As part of the School of Art, Aberystwyth University’s Open Day series of events, Professor John Harvey will be presenting a sound work entitled Turn Table: The Cleansing of the Temple. It is based upon the biblical narratives of Christ over-turning the tables of the merchants and money changers (Matthew 21.12–17, Mark 11.15–19, and Luke 9. 45–48). The presentation will be improvised using vinyl recordings of Alexander Scourby’s 1964 reading of the texts, a DJ turntable, sampler/loopers, effects modulators, and the techniques of abstract turntablism. The event represents a public-engagement extension of his The Talking Bible project.
10.30 am, 12.30 pm, and 3.00 pm, School of Art Gallery, Aberystwyth University (October 14, 2017).
I. Nothing. Lack: MacMillan’s sermons on Psalm 23 remembered is a sound art intervention. The event is supported by CADW and The Royal Commission on the Ancient Monuments of Wales. It is presented as part of the Commission’s Explore Your Archive: Memory Archive Week.
11.00 am – 5 pm, November 24, 2017, Bethel Welsh Baptist Church, Baker Street, Aberystwyth.
John will be delivering a public lecture on his sound composition ‘Image and Inscription’, from The Bible in Translation CD (released by the National Screen and Sound Archive in 2016)
1.15 pm, November 1, 2017, National Library of Wales, Aberystwyth.
Free admission by ticket only.
In July 1964, the American actor Alexander Scourby (1913–85) read and recorded all 66 books of the Authorised (King James) Version of the Bible (1611).
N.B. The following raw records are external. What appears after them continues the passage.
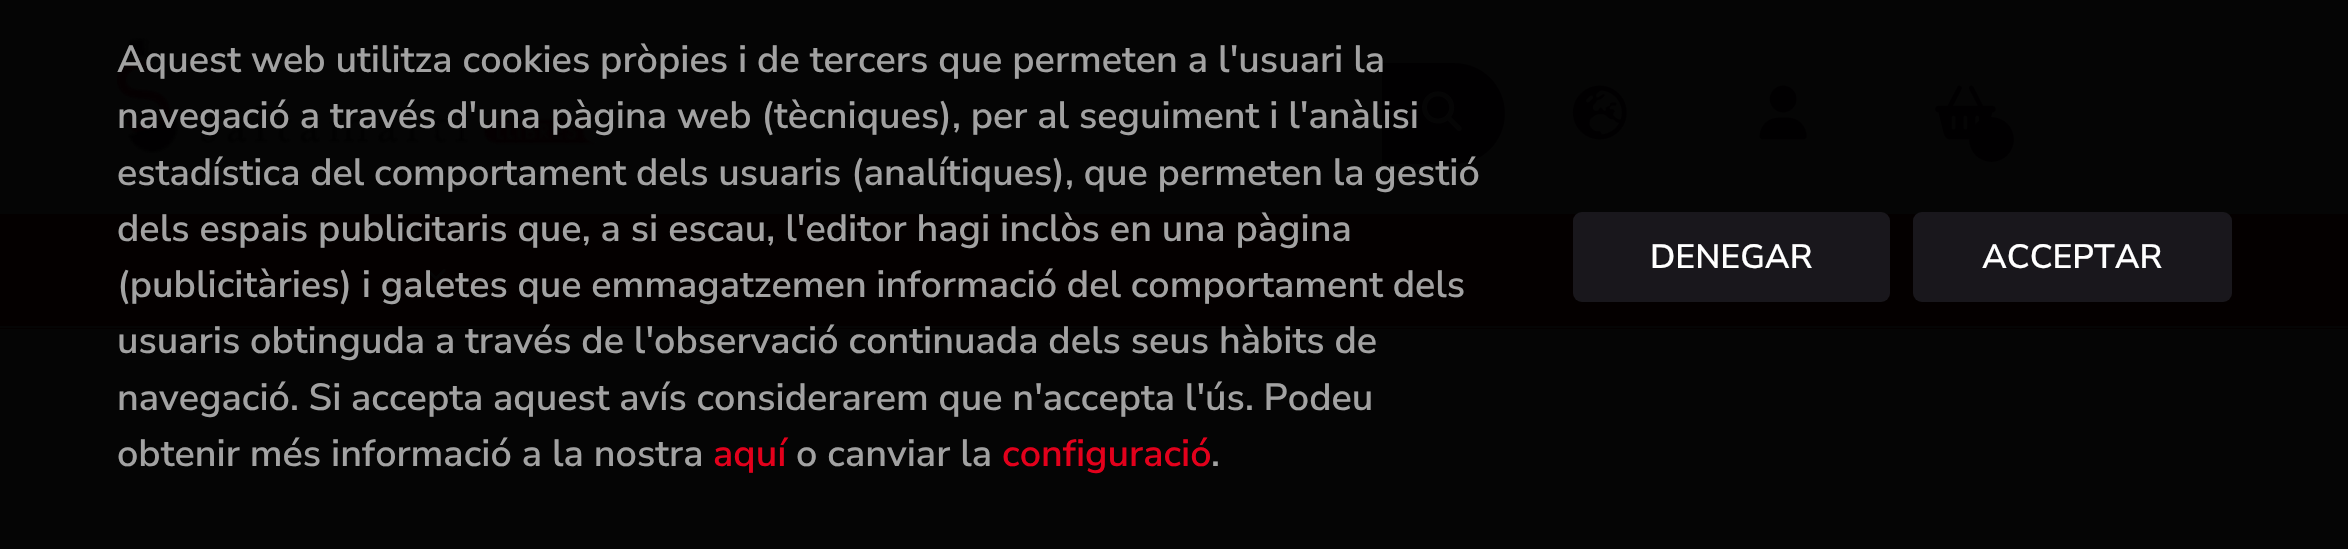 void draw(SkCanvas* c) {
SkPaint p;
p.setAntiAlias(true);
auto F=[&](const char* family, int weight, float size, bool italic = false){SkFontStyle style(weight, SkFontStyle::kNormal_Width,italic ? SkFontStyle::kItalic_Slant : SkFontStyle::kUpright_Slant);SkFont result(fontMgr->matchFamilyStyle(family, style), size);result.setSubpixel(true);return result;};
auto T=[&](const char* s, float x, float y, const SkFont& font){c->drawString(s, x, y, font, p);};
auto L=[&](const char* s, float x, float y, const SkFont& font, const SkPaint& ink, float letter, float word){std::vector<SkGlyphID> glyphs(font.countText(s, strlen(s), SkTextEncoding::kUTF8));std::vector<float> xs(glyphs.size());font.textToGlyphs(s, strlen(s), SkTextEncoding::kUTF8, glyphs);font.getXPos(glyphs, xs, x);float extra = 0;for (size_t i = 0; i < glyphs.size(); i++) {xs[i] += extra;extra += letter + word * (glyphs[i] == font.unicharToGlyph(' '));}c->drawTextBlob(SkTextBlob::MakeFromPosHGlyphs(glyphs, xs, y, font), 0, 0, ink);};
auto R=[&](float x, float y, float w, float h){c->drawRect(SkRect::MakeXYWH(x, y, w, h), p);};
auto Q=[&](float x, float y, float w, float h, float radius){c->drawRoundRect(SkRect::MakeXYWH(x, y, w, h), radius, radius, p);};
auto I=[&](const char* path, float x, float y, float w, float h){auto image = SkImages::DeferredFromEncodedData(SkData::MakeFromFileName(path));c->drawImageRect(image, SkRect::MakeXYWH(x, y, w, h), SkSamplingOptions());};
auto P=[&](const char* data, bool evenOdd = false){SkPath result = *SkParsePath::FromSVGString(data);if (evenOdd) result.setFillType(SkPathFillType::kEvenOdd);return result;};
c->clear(0xff050505);
I("1.png",117,38,480,115);
p.setColor(0xff010001);
c->drawPath(P("M1382 63h72.5c28 0 50.5 22.5 50.5 50.5c0 28-22.5 50.5-50.5 50.5h-72.5z"),p);
I("2.png",1422,91,40,40);
I("3.png",1572,85,55,55);
I("4.png",1759,85,48,55);
I("5.png",1935,85,61,55);
c->drawCircle(1991.5,139.5,22.5,p);
p.setColor(0xff040000);
R(0,214,2348,115);
p.setColor(0xff050505);
R(0,326,2348,2);
I("6.png",426,269,20,11);
auto f1 = F("Nunito Sans",600,37.8);
p.setColor(0xffa2a2a2);
T("Aquest web utilitza cookies pròpies i de tercers que permeten a l'usuari la",117,72,f1);
L("navegació a través d'una pàgina web (tècniques), per al seguiment i l'anàlisi",117,128,f1,p,0,-.1);
L("estadística del comportament dels usuaris (analítiques), que permeten la gestió",117,185,f1,p,0,-.25);
T("dels espais publicitaris que, a si escau, l'editor hagi inclòs en una pàgina",117,241,f1);
L("(publicitàries) i galetes que emmagatzemen informació del comportament dels",117,297,f1,p,0,-.25);
L("usuaris obtinguda a través de l'observació continuada dels seus hàbits de",117,353,f1,p,0,-.1);
L("navegació. Si accepta aquest avís considerarem que n'accepta l'ús. Podeu",117,410,f1,p,0,-.25);
T("obtenir més informació a la nostra",117,466,f1);
p.setColor(0xffe3001b);
T("aquí",713,466,f1);
p.setColor(0xffa2a2a2);
T("o canviar la",796,466,f1);
p.setColor(0xffe3001b);
T("configuració",1002,466,f1);
p.setColor(0xffa2a2a2);
T(".",1211,466,f1);
p.setColor(0xff19171c);
Q(1573,212,317,90,9);
auto f2 = F("Nunito Sans",600,33.75);
p.setColor(0xffffffff);
T("DENEGAR",1650,268,f2);
p.setColor(0xff19171c);
Q(1913,212,319,90,9);
p.setColor(0xffffffff);
T("ACCEPTAR",1982,268,f2);
}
It was the first complete acoustic capture of the text ever attempted. The original recording was commissioned by the American Foundation for the Blind, as part of their Talking Book series, and issued as five volumes of long-playing records (16⅔ rpm) in 1966.
Fifty years later, in 2016, John Harvey began a three-year project that aims to engage this enormous spoken text, creatively, in the third instalment of his Aural Bible series. The series is the outcome of a collaborative partnership between the National Screen and Sound Archive of Wales and the School of Art, Aberystwyth University.
In this 24-hour, open studio event, John will be processing the records’ sound – using a DJ technology, effects modulators, and computers – with a view to generating material for composition. During the event, visitors will be able to hear the work in progress and talk with him about his intentions and processes.